In this 12-minute relaxation, mindfulness, and gratitude practice, we’ll begin by deliberately engaging in a practice of the breath that may offer a little bit more stability and tranquility for when we transition to a more traditional mindfulness practice. For example, when focusing our attention on an object like the breath and when noticing our mind wandering from that object, we can gently return or remember the breath, and we’re able to do so with a little bit more engaged attentiveness and sustained capacity to stay with the object of our attention.
Guided Body Scan and Breath Awareness Practice
- Assume a posture that is upright and stable. Become aware of your posture as you lower or close your eyes, whichever you prefer, and bring your attention to the body sitting, in this moment, as you breathe.
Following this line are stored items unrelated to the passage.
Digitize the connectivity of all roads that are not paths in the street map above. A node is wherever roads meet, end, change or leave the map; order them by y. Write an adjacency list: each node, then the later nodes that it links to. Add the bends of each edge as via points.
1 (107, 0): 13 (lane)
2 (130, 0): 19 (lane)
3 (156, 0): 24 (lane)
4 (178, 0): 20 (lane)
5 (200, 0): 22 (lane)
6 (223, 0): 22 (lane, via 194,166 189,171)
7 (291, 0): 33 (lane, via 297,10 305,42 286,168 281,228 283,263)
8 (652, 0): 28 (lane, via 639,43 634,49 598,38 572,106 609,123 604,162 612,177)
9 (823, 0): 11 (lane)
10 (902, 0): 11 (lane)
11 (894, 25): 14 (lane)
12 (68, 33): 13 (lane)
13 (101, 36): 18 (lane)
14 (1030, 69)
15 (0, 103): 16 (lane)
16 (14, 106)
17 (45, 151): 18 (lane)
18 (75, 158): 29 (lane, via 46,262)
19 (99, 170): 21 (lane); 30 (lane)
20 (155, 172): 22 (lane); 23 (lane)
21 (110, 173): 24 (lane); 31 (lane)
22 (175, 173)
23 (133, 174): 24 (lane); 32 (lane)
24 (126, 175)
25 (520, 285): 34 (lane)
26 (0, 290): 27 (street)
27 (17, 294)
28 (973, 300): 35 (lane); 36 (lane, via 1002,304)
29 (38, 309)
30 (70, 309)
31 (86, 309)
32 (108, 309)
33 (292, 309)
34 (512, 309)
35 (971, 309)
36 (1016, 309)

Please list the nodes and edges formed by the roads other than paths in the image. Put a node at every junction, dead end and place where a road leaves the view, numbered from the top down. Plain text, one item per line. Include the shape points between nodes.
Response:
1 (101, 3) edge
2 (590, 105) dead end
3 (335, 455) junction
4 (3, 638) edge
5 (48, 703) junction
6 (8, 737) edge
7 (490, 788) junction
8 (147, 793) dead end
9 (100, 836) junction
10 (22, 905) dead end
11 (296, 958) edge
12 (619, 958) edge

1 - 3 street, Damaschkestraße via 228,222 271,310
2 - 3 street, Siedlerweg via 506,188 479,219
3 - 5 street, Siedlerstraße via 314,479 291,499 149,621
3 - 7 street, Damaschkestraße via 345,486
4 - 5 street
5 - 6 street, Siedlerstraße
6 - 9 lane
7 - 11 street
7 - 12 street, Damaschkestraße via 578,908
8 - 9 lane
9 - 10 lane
- Be aware of the sensations of your body. Be aware of your body making contact with the chair, or the cushion beneath you, of the sensations of where your feet may meet the ground, of your hands resting one in the other, or on your lap. Rest your attention on the sensations of your body, of your body breathing.
- Engage in a series of slower, deeper breaths than you may normally take. Just a little slower, just a little deeper, as you breathe in, and out, in, and out, breathing in, and breathing out. Be aware of the breaths you’re taking in this deliberate manner, for this too is a mindfulness practice. We are aware of the breath that flows in and out, as we feel and sense the breath that flows in and out.
- Allow your breath to resume its natural rhythm, whatever that may be in this moment. Observe and notice your breath that naturally arises. As you follow your breath, allow this moment to be as it is. Rest your attention on the sensations of the breath, and when you notice from time to time that your mind has wandered in that moment of waking up out of forgetfulness, gently return your attention to your breath, your precious breath. Breathing in and breathing out, aware of breathing in and aware of breathing out. Remember your breath. The mind can move in a thousand directions, but there is only this moment, this breath.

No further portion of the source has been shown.